In parallel to the dental mission was that of our 1.5 year-old drinkable well. I think the entire group was shocked to see that it had already begun to wear from the handle to the bearings. It’s clear as to why. Not once did I see that well be unmanned. Perhaps “unmanned” is a misleading term since many of those collecting water were children who would carry the precious water home on their heads. Although they may have been laughing and socializing while filling their buckets, not once did they misuse the water by splashing each other. Not that a drop wasn’t spilled, but you could see a respect for the resource.
Our home community saved money with the intention of quickly getting the Haitian community a safe, drinkable water source. Now the challenge was to decide how to handle its maintenance. This was a topic that we were surprised to need to tackle so soon. Were they ready to go in the fishing boat? We decided as a group that we would provide funding for the first maintenance since it was so soon and we had not begun to form any saving practices. Then we went before the parish after Mass to encourage their problem-solving strategies among their community. We offered some suggestions including electing an honest 3-panel committee to oversee the collection of funds… possibly for each bucket of water collected from the well. Or perhaps once a month? How do they think it would be best to care for the well?
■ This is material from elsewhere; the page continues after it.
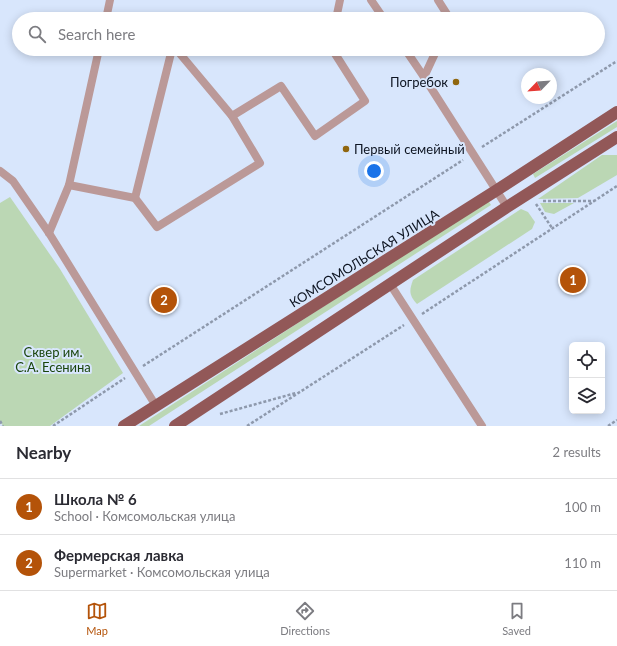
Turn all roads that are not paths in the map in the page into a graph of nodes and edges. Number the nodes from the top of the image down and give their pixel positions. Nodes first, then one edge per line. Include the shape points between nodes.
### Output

It’s hard to judge their reaction. I wouldn’t be surprised if I received some death stares. The transition from a free supply into a community-sustained one cannot be easy. The goal was to give the community the power to work together to find solutions. After talking with experiences of other missionaries at Matthew 25, we may find that the community is not capable of forming any type of solution on their own. There is, however, a huge importance in offering them decision-making roles from the beginning. They have survived in their rough life up until this point somehow by working as a community. Now we pray that their communal nature will bring them to a unified decision. We want to see if they know how to fish, when given a pole, before we start teaching. We’re also here to be their safety net so they can get started.
My apologies for a blog that has begun to look like the start of a dissertation. I cannot end this blog without giving thanks. In complete truth, there is no way our home community would have been able to organize such an amazing and efficient dental team without the help of Tim Ryan and Haiti Needs You (and our glorious Lord of course!). It was such a blessing for our home and Haitian community. Please continue to pray for and support these communities. Haiti truly does need you!